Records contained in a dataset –

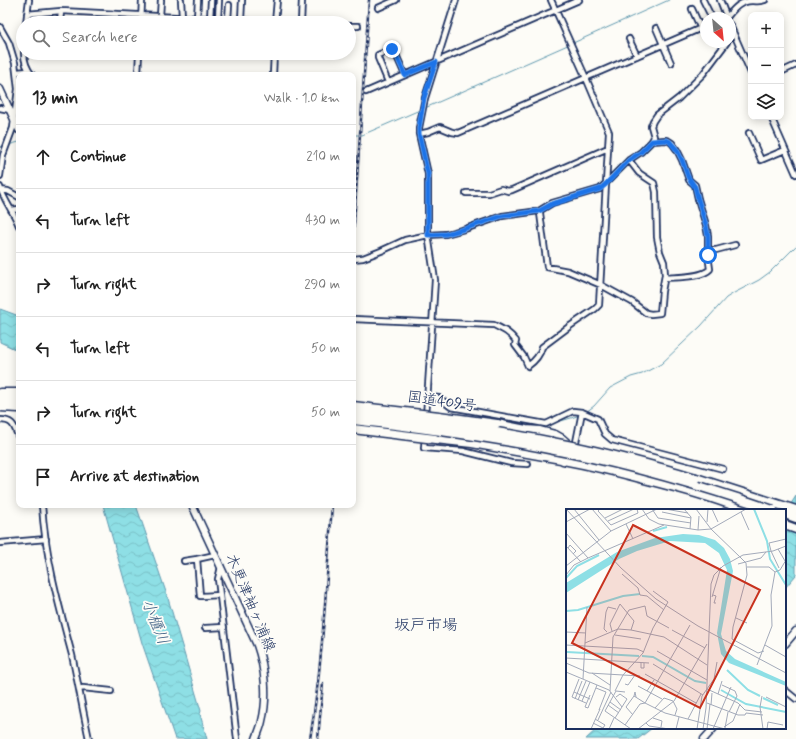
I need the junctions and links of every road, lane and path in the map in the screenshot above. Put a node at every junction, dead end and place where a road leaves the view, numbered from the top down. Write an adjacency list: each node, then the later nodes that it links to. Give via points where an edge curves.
1 (29, 0): 26 (street)
2 (142, 0): 27 (street)
3 (161, 0): 29 (street)
4 (182, 0): 30 (street)
5 (198, 0): 31 (street)
6 (211, 0): 32 (street)
7 (219, 0): 33 (street)
8 (242, 0): 35 (street)
9 (277, 0): 36 (street)
10 (302, 0): 37 (street)
11 (396, 0): 19 (street)
12 (456, 0): 50 (street)
13 (551, 0): 21 (street)
14 (579, 0): 21 (street)
15 (703, 0): 23 (street)
16 (720, 0): 24 (street)
17 (765, 0): 25 (street, via 740,3)
18 (229, 5): 34 (street)
19 (378, 8)
20 (692, 9): 39 (street)
21 (556, 10): 50 (street); 60 (street)
22 (61, 11): 26 (street); 27 (street); 28 (street)
23 (709, 12)
24 (724, 12)
25 (732, 12)
26 (28, 14)
27 (141, 15): 29 (street)
28 (61, 16)
29 (160, 16)
30 (182, 16)
31 (197, 16)
32 (210, 16)
33 (218, 16)
34 (228, 16)
35 (241, 16)
36 (276, 16)
37 (301, 16)
38 (0, 27): 56 (street, via 9,43)
39 (700, 27)
40 (656, 28): 44 (street)
41 (700, 29): 44 (street)
42 (629, 39): 46 (street)
43 (736, 39): 53 (street)
44 (663, 45): 46 (street); 51 (street)
45 (723, 48): 71 (street, via 704,74 653,121)
46 (637, 56): 60 (street)
47 (25, 60): 54 (street)
48 (139, 60): 57 (street)
49 (274, 60): 58 (street)
50 (436, 62): 59 (street); 70 (street, via 424,98)
51 (671, 63)
52 (796, 65): 55 (street)
53 (748, 66)
54 (28, 70): 56 (street)
55 (784, 71)
56 (17, 72)
57 (138, 72)
58 (273, 72)
59 (405, 75): 61 (street); 61 (street, via 392,49 378,55)
60 (586, 78): 70 (street, via 458,133 440,127); 72 (street, via 609,132)
61 (388, 82): 63 (street)
62 (0, 89): 65 (main road)
63 (366, 92)
64 (0, 108): 65 (street)
65 (10, 110): 67 (main road)
66 (16, 110): 67 (street)
67 (15, 120): 76 (street, via 3,155)
68 (772, 120): 73 (street)
69 (748, 133): 73 (street, via 761,160)
70 (419, 134): 85 (street, via 428,174)
71 (652, 141): 74 (street); 87 (street, via 669,141 677,150 695,187 706,225)
72 (608, 148): 77 (street); 79 (street, via 512,190)
73 (785, 150): 75 (street)
74 (629, 160): 77 (street); 89 (street, via 639,173 655,186 657,237 664,262)
75 (796, 174)
76 (0, 176)
77 (606, 184): 83 (street, via 600,189 552,204); 90 (street)
78 (0, 189): 80 (street); 82 (street)
79 (466, 194)
80 (16, 195)
81 (16, 209): 82 (street)
82 (11, 210): 84 (street)
83 (539, 211): 85 (street, via 502,216 446,234); 90 (street, via 547,267 568,271)
84 (16, 220)
85 (428, 235): 88 (street, via 405,240); 92 (street, via 435,280)
86 (735, 245): 87 (street)
87 (708, 250): 89 (street, via 710,269 706,272)
88 (356, 259)
89 (665, 278): 90 (street, via 660,313 654,314 646,314 632,302)
90 (600, 285): 92 (street, via 600,302 596,309 542,347 536,359 528,366 516,341 507,331 494,325)
91 (356, 319): 92 (street)
92 (432, 323): 95 (street)
93 (0, 393): 94 (highway)
94 (16, 393)
95 (428, 397): 102 (street, via 439,398 451,407 546,424 573,411); 112 (street, via 424,448)
96 (0, 400): 97 (highway)
97 (16, 400)
98 (356, 401): 104 (highway, bridge, via 402,406)
99 (356, 406): 104 (highway, 国道409号, bridge)
100 (0, 407): 101 (highway)
101 (16, 408)
102 (582, 412): 110 (street, via 576,442); 114 (street, via 598,419 605,434 612,440)
103 (356, 413): 119 (highway, bridge, via 490,430 572,446 696,478)
104 (439, 416): 108 (highway, 国道409号, bridge)
105 (0, 420): 109 (street, via 9,421)
106 (356, 420): 118 (highway, bridge, via 494,438 570,453 636,468)
107 (356, 429): 111 (highway, bridge, via 472,443)
108 (526, 430): 110 (highway, 国道409号, via 555,435); 111 (highway, 国道409号, via 540,434 558,458)
109 (16, 432)
110 (570, 446): 113 (highway, 国道409号)
111 (563, 460): 113 (highway, 国道409号)
112 (528, 464)
113 (598, 466): 117 (highway, 国道409号, via 686,490)
114 (723, 469)
115 (42, 508): 124 (street)
116 (193, 508): 126 (main road, 木更津袖ヶ浦線)
117 (742, 509)
118 (770, 509)
119 (796, 510)
120 (786, 514): 121 (highway)
121 (796, 518)
122 (786, 525): 123 (highway)
123 (796, 529)
124 (46, 539): 125 (street); 135 (street, via 50,568)
125 (0, 543)
126 (215, 555): 127 (street); 129 (main road, 木更津袖ヶ浦線)
127 (197, 559): 128 (street); 130 (street, via 200,596)
128 (184, 561)
129 (221, 567): 130 (street, via 218,579); 142 (main road, 木更津袖ヶ浦線, via 260,655 265,696 262,721)
130 (220, 595): 131 (street)
131 (224, 627): 132 (street); 141 (street)
132 (205, 628)
133 (796, 631): 134 (main road)
134 (786, 643)
135 (79, 689): 136 (street); 140 (street)
136 (110, 691)
137 (786, 691): 138 (street)
138 (796, 699)
139 (713, 729): 143 (main road)
140 (89, 739)
141 (237, 739)
142 (256, 739)
143 (704, 739)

PROBLEM DETAILS –
Match on "road" and report each line of the data above that has it.

RESULT –
I need the junctions and links of every road, lane and path in the map in the screenshot above. Put a node at every junction, dead end and place where a road leaves the view, numbered from the top down. Write an adjacency list: each node, then the later nodes that it links to. Give via points where an edge curves.
62 (0, 89): 65 (main road)
65 (10, 110): 67 (main road)
116 (193, 508): 126 (main road, 木更津袖ヶ浦線)
126 (215, 555): 127 (street); 129 (main road, 木更津袖ヶ浦線)
129 (221, 567): 130 (street, via 218,579); 142 (main road, 木更津袖ヶ浦線, via 260,655 265,696 262,721)
133 (796, 631): 134 (main road)
139 (713, 729): 143 (main road)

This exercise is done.